Even before he's taken the Oath of Office, Trump already has a precarious relationship with the U.S. Constitution. He has repeatedly made suggestions that would be in direct violation of the Constitution, including jailing people who burn the American flag and "opening up our libel laws" to limit the media's role as a government watchdog. By reciting the Oath of Office on the Day of Inauguration, Trump will be making a promise to the United States that he's essentially already broken.
It's Different From Other Oaths Of Office
It's worth noting that the president's oath is different from the oath that other government officials are required to recite when they are elected into office.

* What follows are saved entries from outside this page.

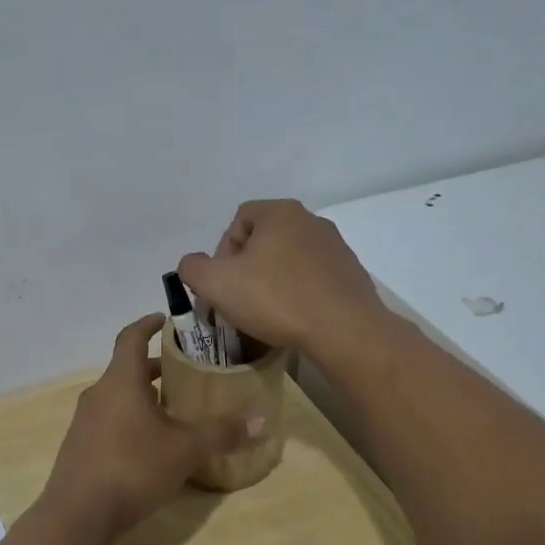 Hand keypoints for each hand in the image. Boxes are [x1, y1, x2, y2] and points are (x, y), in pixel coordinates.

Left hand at [43, 314, 254, 535]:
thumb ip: (221, 433)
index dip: (148, 324)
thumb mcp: (184, 450)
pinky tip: (151, 445)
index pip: (130, 337)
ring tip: (174, 410)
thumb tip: (262, 421)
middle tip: (185, 372)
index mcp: (120, 381)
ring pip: (118, 397)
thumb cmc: (132, 467)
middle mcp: (99, 394)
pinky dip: (131, 420)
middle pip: (127, 369)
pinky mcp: (80, 448)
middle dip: (155, 368)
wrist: (78, 516)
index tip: (165, 319)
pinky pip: (109, 421)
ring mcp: (85, 422)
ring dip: (143, 396)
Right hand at [176, 199, 386, 361]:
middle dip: (246, 270)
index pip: (238, 220)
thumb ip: (193, 268)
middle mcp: (311, 221)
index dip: (222, 253)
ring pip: (289, 261)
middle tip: (239, 301)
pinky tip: (294, 319)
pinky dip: (298, 294)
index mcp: (280, 213)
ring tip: (265, 315)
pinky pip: (312, 279)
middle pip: (264, 241)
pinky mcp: (351, 274)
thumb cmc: (276, 299)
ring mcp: (336, 247)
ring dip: (272, 283)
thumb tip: (194, 266)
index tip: (222, 284)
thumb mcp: (215, 284)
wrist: (345, 331)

For example, right before Trump's takes the stand, vice president-elect Mike Pence will recite a separate oath that's slightly longer and more specific, though the promise is essentially the same:
I do solemnly swear (or affirm) that I will support and defend the Constitution of the United States against all enemies, foreign and domestic; that I will bear true faith and allegiance to the same; that I take this obligation freely, without any mental reservation or purpose of evasion; and that I will well and faithfully discharge the duties of the office on which I am about to enter: So help me God.
Perhaps the reason the president's Oath of Office is shorter and simpler is that the president's responsibilities are more all-encompassing in the promise to "preserve, protect and defend" the U.S. Constitution.
Once the vice president is sworn in, it's the president-elect's turn. Interestingly, "So help me God" is not a part of the original president's Oath of Office. Washington began the informal tradition of adding those words to the end of the oath. Over the decades, most U.S. presidents have followed suit, including President Barack Obama. In 1901, President Theodore Roosevelt replaced "So help me God" with "And thus I swear" instead.
It Allows the Torch To Be Passed From One President To The Next
Finally, the Oath of Office is a verbal acceptance of the purpose behind every inauguration ceremony: To release the current president, who has served for the last four or eight years, and to formally receive the next President of the United States, whoever that may be. It's all part of the process by which the president officially and peacefully grants his powers as president to the newly elected Commander-in-Chief.
Aside from the fact that I'm somewhat terrified of living under a Trump presidency, I'm also just incredibly sad about the fact that Jan. 20 is the day we finally have to say farewell to Obama. While he's by no means the perfect leader, Obama has definitely lived up to the Oath of Office. During his presidency, Obama signed the Hate Crimes Prevention Act (2009), expanded children's health care coverage, and so much more — all positive changes to the country that support the constitutional rights of all Americans. Needless to say, Trump has big shoes to fill. Let's hope he's up to the task.